## Your goal
For the word "than", work out how many lines in the records below contain it and state that count alone.
---- Record extracts
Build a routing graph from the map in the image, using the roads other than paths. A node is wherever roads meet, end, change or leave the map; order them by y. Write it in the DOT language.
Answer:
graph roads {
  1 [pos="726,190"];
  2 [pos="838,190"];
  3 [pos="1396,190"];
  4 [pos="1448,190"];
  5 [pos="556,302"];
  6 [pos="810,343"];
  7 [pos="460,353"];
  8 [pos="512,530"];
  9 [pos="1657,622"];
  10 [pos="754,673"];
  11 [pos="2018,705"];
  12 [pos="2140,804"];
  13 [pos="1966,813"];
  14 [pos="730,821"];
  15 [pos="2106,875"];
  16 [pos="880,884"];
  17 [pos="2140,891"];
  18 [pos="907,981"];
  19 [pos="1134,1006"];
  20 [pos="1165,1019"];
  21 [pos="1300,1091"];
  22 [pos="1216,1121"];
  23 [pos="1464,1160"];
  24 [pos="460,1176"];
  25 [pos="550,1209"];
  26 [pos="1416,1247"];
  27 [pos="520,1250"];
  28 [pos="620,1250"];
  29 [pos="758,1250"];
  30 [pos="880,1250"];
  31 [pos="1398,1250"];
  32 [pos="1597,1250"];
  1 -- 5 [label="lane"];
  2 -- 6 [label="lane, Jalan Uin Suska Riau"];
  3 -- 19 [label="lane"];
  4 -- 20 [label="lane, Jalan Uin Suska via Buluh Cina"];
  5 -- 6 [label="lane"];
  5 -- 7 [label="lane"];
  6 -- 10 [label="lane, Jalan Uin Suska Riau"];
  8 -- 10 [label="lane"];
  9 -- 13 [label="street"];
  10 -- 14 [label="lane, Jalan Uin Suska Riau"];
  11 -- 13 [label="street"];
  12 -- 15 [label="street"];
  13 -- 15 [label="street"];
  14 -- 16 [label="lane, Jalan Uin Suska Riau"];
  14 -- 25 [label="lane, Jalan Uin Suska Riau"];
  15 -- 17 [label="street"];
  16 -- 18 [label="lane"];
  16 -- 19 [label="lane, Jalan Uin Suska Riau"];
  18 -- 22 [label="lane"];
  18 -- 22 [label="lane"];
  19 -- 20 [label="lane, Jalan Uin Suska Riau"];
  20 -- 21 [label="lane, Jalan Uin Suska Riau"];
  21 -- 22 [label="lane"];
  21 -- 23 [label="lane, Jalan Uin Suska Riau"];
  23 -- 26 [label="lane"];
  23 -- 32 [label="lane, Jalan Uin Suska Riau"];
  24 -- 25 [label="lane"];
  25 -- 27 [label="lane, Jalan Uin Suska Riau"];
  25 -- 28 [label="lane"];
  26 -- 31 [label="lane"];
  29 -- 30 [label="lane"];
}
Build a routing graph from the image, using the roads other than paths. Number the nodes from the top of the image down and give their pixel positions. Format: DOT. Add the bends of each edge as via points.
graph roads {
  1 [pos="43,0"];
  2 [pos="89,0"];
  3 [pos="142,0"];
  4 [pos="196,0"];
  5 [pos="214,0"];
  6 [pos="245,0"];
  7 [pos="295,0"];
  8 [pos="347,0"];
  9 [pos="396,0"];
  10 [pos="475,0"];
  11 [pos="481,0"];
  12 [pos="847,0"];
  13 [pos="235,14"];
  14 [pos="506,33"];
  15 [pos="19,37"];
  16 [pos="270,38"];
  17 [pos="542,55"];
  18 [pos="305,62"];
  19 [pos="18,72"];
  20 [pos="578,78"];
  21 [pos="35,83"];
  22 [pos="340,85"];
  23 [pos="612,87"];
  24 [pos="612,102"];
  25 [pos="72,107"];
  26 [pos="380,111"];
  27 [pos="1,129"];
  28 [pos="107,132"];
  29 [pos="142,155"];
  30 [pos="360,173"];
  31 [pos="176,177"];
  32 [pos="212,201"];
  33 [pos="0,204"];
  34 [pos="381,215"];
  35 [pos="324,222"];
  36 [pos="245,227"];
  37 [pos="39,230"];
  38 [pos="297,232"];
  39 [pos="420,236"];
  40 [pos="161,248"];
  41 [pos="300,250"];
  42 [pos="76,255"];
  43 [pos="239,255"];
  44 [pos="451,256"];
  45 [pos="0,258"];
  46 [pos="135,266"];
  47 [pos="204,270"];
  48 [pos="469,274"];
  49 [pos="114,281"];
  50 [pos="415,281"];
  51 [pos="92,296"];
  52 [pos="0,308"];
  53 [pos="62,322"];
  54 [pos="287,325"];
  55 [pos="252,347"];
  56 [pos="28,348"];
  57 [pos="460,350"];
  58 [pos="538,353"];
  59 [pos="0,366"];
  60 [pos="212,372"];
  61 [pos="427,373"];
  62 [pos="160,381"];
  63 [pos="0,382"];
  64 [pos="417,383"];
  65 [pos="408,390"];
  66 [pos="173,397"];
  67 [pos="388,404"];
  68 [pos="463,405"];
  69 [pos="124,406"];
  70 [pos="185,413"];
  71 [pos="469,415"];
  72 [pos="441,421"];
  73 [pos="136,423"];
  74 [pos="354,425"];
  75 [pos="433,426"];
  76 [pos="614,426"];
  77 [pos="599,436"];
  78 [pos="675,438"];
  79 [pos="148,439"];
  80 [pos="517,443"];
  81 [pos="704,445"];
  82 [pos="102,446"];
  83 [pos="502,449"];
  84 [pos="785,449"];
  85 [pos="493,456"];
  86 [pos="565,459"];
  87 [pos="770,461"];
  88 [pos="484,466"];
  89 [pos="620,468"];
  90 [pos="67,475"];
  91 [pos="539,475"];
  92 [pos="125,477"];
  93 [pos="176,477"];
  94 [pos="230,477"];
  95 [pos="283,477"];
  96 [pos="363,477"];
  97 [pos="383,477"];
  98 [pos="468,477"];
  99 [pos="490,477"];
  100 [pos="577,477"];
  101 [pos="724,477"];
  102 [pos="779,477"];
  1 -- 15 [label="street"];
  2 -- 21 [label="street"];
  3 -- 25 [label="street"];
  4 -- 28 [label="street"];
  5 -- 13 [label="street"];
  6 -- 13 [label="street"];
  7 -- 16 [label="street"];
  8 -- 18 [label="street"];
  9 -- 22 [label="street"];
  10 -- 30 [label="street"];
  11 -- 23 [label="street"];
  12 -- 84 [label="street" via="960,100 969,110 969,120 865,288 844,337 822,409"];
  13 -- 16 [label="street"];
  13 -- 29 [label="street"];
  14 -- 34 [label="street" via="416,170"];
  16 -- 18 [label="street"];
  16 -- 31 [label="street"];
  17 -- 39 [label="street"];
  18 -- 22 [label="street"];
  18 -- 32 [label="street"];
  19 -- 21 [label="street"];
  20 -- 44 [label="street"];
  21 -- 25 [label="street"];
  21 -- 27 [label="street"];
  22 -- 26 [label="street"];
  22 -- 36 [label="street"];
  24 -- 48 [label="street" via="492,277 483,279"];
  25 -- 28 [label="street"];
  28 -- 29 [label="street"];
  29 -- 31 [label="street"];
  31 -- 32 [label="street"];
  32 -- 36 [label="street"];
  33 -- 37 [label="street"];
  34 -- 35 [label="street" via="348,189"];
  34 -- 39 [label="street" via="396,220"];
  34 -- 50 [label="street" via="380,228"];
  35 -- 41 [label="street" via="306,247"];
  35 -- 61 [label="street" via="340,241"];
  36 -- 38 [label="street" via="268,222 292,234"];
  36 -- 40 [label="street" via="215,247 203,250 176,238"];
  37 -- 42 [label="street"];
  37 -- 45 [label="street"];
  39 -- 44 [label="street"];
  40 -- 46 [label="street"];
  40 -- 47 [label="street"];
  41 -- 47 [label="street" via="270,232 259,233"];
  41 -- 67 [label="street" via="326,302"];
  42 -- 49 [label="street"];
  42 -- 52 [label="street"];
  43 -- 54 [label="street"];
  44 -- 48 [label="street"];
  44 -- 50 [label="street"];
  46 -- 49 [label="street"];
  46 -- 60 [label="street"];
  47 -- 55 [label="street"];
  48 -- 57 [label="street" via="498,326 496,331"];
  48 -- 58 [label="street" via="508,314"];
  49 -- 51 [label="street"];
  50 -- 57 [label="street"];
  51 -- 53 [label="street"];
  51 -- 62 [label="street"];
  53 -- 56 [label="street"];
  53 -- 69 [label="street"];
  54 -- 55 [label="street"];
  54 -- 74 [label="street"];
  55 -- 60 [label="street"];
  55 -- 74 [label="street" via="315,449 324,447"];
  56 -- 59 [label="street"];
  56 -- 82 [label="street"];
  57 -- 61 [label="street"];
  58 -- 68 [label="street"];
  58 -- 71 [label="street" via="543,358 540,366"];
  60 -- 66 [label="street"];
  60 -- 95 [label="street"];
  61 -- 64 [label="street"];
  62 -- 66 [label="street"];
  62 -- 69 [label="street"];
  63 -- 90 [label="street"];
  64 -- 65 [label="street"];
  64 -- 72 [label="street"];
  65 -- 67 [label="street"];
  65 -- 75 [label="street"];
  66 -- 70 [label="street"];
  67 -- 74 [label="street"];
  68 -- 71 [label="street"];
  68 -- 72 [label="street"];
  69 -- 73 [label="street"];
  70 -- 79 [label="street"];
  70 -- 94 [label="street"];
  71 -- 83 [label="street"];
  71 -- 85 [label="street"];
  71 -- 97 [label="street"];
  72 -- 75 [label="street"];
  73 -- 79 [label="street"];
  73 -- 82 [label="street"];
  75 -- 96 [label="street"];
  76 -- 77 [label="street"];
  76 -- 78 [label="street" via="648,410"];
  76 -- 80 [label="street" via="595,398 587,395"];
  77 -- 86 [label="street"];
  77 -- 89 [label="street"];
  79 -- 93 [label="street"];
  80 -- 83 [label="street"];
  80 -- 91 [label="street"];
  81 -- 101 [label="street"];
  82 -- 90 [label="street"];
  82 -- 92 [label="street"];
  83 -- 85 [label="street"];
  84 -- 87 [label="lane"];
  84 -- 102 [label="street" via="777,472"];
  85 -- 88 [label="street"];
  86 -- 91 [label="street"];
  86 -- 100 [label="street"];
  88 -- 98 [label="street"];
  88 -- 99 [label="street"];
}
--------
## Solution for this problem
2